La madre de Aviraneta se quedó asombrada al ver la casa.

—Pero ¡qué locuras hace este Eugenio! —exclamó, llevándose la mano a la frente. La compra de la Casa de la Muerta contribuyó a aumentar la fama de extravagancia de Aviraneta.

—¡Qué desgracia la de esa señora tener un hijo así! —se decía.

El regidor era para algunos arandinos un enigma, para otros el enemigo del pueblo, y a muchos no les hubiera chocado verle la punta de la cola por debajo de la capa y despedir un olor penetrante de azufre.

Excepción hecha de los milicianos, nadie se acercaba a la Casa de la Muerta.

Aviraneta tenía en ella una criada vieja y dos mozos de cuadra, que eran también guerrilleros, el Lebrel y Jazmín.

El Lebrel era un gran cazador. Jazmín, como un criado de comedia antigua, tenía gran fertilidad de recursos y de intrigas y era atrevido, hábil y valiente.

Estos dos muchachos ternes guardaban las espaldas de Aviraneta en algunas ocasiones, eran la guardia negra del tirano, dos bravi capaces de batirse a pedradas, a estocadas o a tiros.

Aviraneta les enseñaba la esgrima del palo y del sable. Algunas veces necesitaba de sus dos muchachos y le acompañaban ambos armados y embozados en la capa.

Cada día que pasaba, Aviraneta era más odiado.

Todas las disposiciones municipales dadas por él para adecentar las escuelas, sitios sombríos y miserables, para limpiar las calles y los pozos negros, para sanear las fuentes, poner árboles en los caminos y unificar las pesas y medidas, la gente las tomaba por verdaderos insultos.

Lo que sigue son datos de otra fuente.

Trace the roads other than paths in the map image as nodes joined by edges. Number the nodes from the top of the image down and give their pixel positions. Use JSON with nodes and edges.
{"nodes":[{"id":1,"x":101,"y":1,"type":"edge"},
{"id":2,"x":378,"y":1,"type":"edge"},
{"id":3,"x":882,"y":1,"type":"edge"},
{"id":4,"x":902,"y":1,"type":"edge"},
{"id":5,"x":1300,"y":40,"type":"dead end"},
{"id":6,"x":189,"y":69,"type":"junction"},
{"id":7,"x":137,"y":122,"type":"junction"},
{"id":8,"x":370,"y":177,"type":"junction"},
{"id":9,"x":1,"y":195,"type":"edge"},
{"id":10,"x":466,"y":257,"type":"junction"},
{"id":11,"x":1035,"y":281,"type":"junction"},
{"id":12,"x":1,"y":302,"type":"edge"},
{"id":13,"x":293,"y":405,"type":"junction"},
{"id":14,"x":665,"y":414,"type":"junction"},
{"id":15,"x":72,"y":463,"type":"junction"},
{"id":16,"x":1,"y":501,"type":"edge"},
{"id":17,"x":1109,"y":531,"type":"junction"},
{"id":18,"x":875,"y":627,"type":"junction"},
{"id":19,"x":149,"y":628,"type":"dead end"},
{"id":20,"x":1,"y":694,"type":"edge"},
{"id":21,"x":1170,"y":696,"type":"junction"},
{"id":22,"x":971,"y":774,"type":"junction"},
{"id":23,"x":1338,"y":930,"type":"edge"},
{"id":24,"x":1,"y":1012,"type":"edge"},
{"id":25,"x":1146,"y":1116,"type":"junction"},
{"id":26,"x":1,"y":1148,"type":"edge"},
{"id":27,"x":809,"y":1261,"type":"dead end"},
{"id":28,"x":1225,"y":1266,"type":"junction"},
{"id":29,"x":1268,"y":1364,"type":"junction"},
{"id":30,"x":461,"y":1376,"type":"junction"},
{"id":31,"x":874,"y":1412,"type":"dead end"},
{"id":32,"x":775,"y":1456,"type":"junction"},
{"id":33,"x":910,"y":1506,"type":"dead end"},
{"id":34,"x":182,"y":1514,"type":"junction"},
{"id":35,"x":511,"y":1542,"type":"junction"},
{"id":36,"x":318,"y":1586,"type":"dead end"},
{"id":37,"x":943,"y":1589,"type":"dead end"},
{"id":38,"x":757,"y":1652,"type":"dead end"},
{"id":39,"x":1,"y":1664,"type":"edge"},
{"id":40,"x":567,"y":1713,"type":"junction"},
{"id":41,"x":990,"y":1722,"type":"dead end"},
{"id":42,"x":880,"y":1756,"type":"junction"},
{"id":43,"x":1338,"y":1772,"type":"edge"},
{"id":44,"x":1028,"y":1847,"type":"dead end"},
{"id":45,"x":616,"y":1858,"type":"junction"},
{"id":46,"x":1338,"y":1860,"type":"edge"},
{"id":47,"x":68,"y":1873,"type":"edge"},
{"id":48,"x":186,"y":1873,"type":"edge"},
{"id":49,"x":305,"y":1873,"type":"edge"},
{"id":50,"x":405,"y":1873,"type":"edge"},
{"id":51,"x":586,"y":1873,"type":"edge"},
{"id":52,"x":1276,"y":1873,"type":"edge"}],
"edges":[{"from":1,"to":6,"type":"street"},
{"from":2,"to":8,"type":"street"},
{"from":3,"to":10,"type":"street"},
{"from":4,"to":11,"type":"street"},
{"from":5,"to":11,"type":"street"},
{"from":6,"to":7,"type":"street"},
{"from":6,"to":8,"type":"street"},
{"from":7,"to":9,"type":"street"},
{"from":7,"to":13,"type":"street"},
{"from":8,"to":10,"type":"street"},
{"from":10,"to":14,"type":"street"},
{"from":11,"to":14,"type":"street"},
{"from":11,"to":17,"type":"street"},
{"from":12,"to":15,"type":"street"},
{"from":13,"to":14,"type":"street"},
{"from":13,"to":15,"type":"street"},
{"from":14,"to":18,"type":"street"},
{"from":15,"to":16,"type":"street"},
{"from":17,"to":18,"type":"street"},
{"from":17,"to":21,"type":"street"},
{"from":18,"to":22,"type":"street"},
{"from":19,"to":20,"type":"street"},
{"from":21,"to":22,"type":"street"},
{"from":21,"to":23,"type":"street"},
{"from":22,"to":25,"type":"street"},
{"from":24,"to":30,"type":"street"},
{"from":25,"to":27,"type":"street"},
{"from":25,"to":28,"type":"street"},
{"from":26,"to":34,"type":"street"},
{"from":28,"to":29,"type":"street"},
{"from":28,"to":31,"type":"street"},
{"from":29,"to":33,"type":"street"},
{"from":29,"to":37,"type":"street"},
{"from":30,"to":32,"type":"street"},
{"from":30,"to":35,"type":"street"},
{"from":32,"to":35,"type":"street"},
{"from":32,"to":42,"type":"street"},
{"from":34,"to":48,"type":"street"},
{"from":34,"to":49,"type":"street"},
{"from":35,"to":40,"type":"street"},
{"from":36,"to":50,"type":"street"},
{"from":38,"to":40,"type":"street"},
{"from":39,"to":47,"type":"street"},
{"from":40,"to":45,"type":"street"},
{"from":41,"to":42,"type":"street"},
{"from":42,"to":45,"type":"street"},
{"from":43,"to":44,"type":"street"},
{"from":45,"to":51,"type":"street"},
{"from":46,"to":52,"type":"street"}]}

¿A qué se metía aquel forastero a cambiar las costumbres de los arandinos? ¿Es que no habían vivido sus padres igual que ellos? ¿No se habían revolcado en la tradicional suciedad española sin detrimento de su salud?

La gente consideraba una ofensa el que alguien encontrara puerco y mal oliente el pueblo, y aquel prurito de limpiar les parecía ridículo y vejatorio una manifestación de tiranía insoportable.

Los curas ayudaban este sentimiento canallesco y populachero. Se le acusaba a Aviraneta de propagandista masón y de tener una policía a su servicio para descubrir cuanto tramaban los enemigos de las instituciones liberales y comunicarlo al Gobierno y al jefe político.

La pequeña tropa de Milicia Voluntaria de caballería era profundamente odiada y muchas veces había recibido tiros y pedradas que no se sabía de dónde venían.

Otros, más cobardes, se vengaban en el viejo mendigo Guillotina.

Al principio la locura oratoria de este pobre loco había producido risa; a medida que el sentimiento realista y fanático tomaba violencia, el tío Guillotina se iba haciendo odioso, y los chicos y los hombres le tiraban piedras y le pegaban.

Aviraneta le daba todas las semanas a Guillotina algo para comer, y el Lobo también le protegía.

Casi constantemente Aviraneta recibía algún anónimo insultante y amenazador. El se reía y una de las veces lo clavó con cuatro tachuelas en el portal de su casa para que todo el mundo pudiese leerlo.

Aviraneta hacía como que no se enteraba de la hostilidad contra él; recorría el pueblo solo, y únicamente de noche iba acompañado de sus bravi. Esta disposición la tomó desde que una vez, al acercarse a la Casa de la Muerta, le dispararon un trabucazo. Por fortuna, ninguna de las balas le dio.

Aviraneta al anochecer marchaba con frecuencia a la posada del Zamorano o al mesón del Brigante, del que era dueño el Lobo.

Allí, en la parte destinada a taberna, debajo de los retratos del Empecinado y de Riego, hablaba con el guerrillero y con su mujer y pasaba a la cocina del mesón. Si entraba algún carretero conocido le decía: «¡Eh, buen amigo! ¿Qué tal? ¿Se viene de lejos?» Y departía con los arrieros, les preguntaba de dónde venían, adónde iban; se informaba de las novedades del camino, del precio del aceite y del trigo y de lo que decían en Almazán, en Soria o en Roa.

El arriero contaba lo que había visto y oído, llevaba sus mulas a la cuadra, cenaba en la cocina y luego se dedicaba a echar chicoleos a las criadas.

Aviraneta, después de saturarse de vida pobre, marchaba a su casa, se mudaba, hacía encender los candelabros y cenaba como un gran señor.